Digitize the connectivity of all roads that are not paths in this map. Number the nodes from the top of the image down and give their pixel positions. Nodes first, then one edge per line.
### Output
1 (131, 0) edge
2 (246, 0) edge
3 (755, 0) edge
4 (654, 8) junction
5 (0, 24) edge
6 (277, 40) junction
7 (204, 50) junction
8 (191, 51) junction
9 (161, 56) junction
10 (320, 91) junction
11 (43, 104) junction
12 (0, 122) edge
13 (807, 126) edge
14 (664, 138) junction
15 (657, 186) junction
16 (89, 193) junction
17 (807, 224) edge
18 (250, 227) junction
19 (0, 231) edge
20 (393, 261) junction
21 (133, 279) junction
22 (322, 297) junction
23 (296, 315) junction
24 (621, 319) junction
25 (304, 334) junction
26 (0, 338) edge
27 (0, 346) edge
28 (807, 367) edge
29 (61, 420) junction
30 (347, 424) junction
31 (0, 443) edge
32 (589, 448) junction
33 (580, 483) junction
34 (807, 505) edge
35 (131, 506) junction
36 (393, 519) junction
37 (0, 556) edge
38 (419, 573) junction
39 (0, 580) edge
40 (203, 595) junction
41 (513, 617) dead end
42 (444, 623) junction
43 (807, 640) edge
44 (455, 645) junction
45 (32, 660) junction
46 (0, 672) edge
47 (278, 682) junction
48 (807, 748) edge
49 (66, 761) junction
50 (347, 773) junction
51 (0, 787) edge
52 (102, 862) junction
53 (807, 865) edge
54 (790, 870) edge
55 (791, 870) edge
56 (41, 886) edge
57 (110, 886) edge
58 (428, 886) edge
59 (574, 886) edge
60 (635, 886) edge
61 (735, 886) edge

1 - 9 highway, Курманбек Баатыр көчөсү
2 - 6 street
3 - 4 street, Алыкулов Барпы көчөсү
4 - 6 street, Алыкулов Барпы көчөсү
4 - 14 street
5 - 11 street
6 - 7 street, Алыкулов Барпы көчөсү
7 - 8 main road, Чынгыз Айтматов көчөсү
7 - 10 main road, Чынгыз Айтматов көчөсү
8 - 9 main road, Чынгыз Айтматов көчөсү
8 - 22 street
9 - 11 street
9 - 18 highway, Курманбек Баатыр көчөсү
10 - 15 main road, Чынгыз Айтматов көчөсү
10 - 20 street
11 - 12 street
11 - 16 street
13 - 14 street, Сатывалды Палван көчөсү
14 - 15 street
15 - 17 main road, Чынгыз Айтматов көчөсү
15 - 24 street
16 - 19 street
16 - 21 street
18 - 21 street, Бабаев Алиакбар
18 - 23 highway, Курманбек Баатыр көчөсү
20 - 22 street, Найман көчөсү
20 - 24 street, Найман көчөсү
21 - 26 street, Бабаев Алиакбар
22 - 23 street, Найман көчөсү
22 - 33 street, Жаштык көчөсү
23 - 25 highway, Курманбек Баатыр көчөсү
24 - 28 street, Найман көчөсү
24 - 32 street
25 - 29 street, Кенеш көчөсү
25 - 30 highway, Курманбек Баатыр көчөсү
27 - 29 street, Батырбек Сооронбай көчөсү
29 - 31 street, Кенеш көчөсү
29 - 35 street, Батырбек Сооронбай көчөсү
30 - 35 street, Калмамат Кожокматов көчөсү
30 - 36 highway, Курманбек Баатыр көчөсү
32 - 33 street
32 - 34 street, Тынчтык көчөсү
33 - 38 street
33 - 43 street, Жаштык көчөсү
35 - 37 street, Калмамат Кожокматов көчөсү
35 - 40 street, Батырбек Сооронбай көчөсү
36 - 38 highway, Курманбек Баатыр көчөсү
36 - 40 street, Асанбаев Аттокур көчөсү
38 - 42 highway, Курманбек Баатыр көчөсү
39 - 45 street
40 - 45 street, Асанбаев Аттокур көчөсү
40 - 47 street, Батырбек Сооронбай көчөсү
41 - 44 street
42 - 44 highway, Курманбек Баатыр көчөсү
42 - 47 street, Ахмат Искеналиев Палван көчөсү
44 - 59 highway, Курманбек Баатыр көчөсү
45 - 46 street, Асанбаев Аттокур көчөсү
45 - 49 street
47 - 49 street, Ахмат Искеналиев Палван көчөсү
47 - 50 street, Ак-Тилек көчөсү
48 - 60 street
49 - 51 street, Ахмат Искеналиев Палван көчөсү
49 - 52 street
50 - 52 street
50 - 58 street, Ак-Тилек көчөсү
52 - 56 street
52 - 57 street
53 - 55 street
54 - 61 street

> _Task goal_
Among the lines above, find those with the string "Барпы" and copy them.

> _Result of the exercise_
3 - 4 street, Алыкулов Барпы көчөсү
4 - 6 street, Алыкулов Барпы көчөсү
6 - 7 street, Алыкулов Барпы көчөсү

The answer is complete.